DATA EXCERPTS: Begin

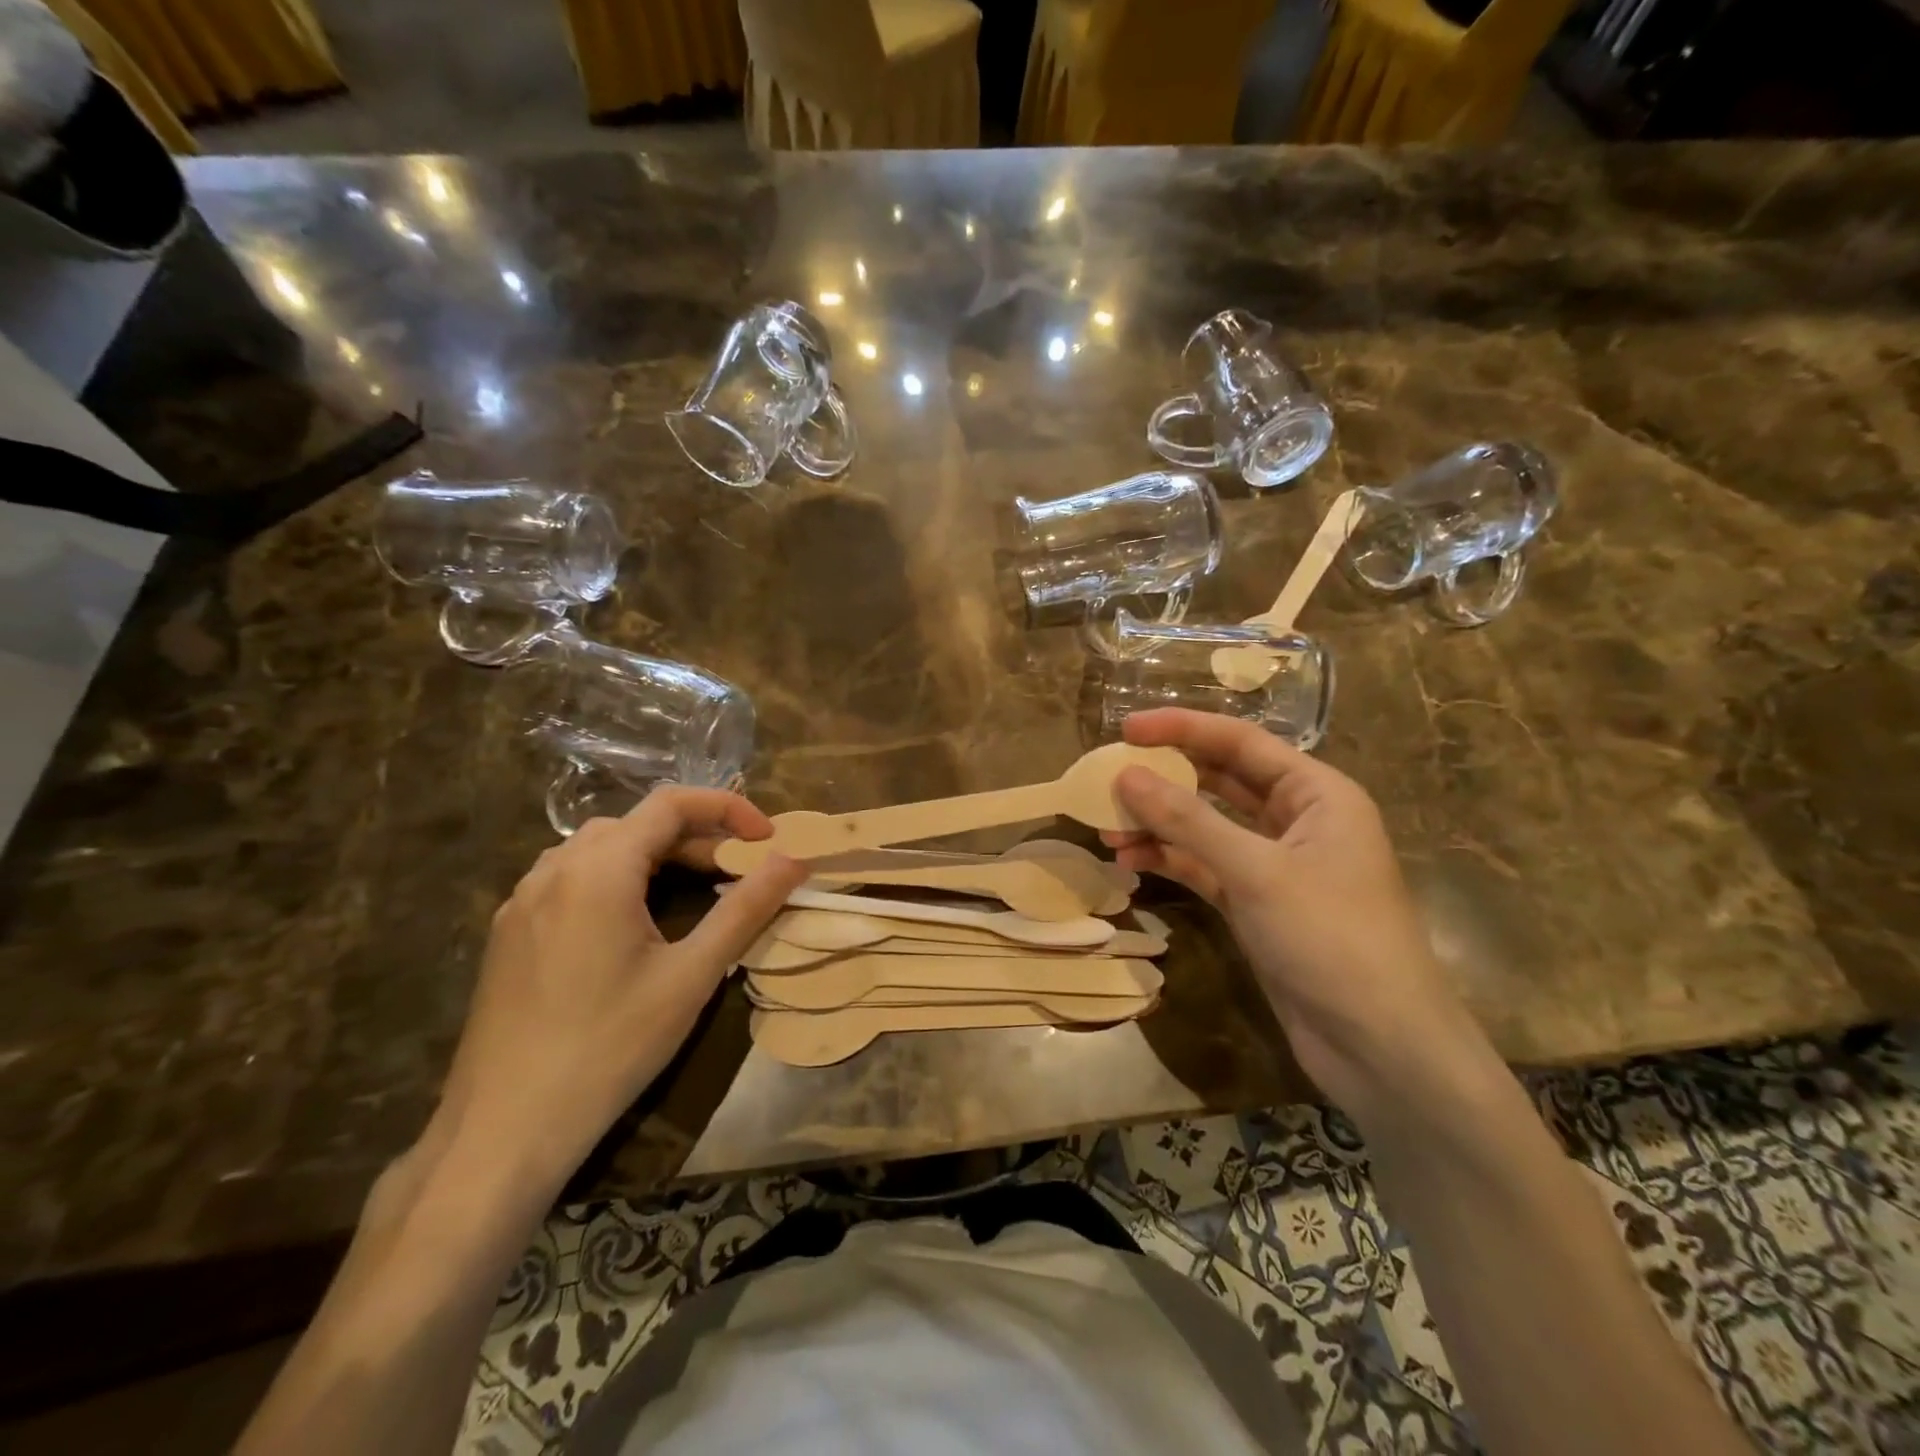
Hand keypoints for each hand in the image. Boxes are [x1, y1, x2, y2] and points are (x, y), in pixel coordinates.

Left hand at [432, 788, 804, 1192]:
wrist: (503, 1129)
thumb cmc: (610, 1046)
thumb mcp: (692, 975)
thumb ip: (747, 907)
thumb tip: (795, 858)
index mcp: (599, 869)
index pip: (671, 804)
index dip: (727, 808)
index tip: (766, 837)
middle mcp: (554, 869)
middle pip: (636, 824)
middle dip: (696, 836)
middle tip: (738, 872)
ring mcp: (522, 900)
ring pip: (600, 847)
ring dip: (654, 854)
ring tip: (691, 890)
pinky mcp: (508, 931)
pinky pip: (570, 877)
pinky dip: (616, 876)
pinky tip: (631, 922)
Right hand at [1103, 709, 1488, 1123]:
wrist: (1380, 1047)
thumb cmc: (1331, 938)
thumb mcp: (1256, 872)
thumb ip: (1188, 821)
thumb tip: (1126, 775)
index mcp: (1317, 793)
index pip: (1241, 742)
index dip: (1182, 728)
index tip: (1126, 727)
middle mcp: (1297, 820)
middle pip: (1221, 780)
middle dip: (1166, 778)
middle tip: (1108, 775)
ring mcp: (1275, 865)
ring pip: (1207, 827)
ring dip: (1160, 824)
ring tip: (1107, 827)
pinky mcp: (1256, 905)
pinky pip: (1205, 867)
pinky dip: (1170, 861)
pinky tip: (1129, 861)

DATA EXCERPTS: End

REQUIRED ACTION →
Return, word for word, every line from the line with "middle tip: (1108, 775)" to the final line of the data.

COMPLETED TASK →
middle tip: (1108, 775)
ring mcp: (1275, 865)
ring pip: (1207, 827)
ring dip: (1160, 824)
ring tip: (1107, 827)
pinky mcp: (1256, 905)
pinky pip: (1205, 867)
pinky dip: (1170, 861)
pinky tip: (1129, 861)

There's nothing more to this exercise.